In the September 22 Herald of Freedom, published just after George Brown’s return from the Topeka Convention, latest of the free soil party’s move toward a state government and a subject of future posts, a C. Stearns wrote of his “utter dissent” from the idea that the Free State party should write a constitution and strike for statehood. Stearns’ letter predates the Topeka and Big Springs Conventions alike, but arraigns their project in general. Stearns began by affirming his own antislavery beliefs:
While I honor the motives that actuate the majority of those concerned in this movement, yet believing as I do, that it is fraught with lasting injury to the cause that lies nearer to my heart at present than any other, viz: the making of Kansas a free State, I must unqualified condemn this movement. This I do hesitatingly, for my experience here has convinced me that no man can obey the “light within,” and act as his conscience directs, in all things, without meeting with the common lot of all reformers, viz: ridicule and hatred.
Stearns went on to say that he wrote a lawyer he knew in Boston to get qualified opinions on the matter. His Boston friend understood the situation well enough, saying that free soil Kansans fought “against unscrupulous wickedness, armed with power.” The “utmost sagacity and discretion” would give them little help against a foe who controlled the territory. But the antislavery men of Kansas had a single great weapon at their disposal: the ability “to guide and arouse the Northern feeling.” He thus endorsed repudiation of the legislature. But Stearns and other Kansans should stop there:
I think a State Government, without a basis of sufficient population, would be a mistaken course. That defect would be held by all the nation, a sufficient, though it might only be the pretended reason, for rejecting you, and this would give the enemy the best side of the argument. By ignoring the Legislature, and organizing Territorially [sic], you keep all the principles of right, law, and statesmanship on your side. Whether you fail or succeed in your immediate purpose, this keeping right legally, as well as morally, is a great thing, if possible.

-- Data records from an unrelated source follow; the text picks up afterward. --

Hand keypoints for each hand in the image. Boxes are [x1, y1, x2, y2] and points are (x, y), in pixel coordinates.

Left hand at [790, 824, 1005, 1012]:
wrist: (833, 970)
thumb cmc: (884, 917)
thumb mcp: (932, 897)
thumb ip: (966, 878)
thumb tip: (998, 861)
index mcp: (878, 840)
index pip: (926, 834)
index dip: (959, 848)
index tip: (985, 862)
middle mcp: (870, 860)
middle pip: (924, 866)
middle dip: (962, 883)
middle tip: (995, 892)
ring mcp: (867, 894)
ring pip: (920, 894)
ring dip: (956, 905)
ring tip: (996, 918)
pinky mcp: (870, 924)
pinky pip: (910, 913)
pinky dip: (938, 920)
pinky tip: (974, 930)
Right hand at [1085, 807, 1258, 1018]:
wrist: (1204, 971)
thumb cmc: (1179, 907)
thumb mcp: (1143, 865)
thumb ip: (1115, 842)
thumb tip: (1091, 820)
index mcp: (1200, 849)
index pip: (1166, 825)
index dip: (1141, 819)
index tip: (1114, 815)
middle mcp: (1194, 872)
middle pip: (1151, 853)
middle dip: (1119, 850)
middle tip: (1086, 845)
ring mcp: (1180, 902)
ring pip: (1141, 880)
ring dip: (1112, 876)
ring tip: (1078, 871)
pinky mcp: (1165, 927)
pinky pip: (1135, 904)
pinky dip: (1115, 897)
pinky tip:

Easy for him to say off in Boston, but he did have a point. A wildcat state government offered up excuses for most any politician on the national stage to repudiate it. Congress set up a territorial government, not a bunch of random Kansans on their own authority. Usurpation of congressional power would give not just proslavery men a plausible reason to deny the free state men, but also any dubious northerner. Such politicians could then say that they didn’t have a slavery problem in Kansas, but rather a civil disorder that required suppression. Such language had answered resistance to the Fugitive Slave Act, as a Bostonian would know very well.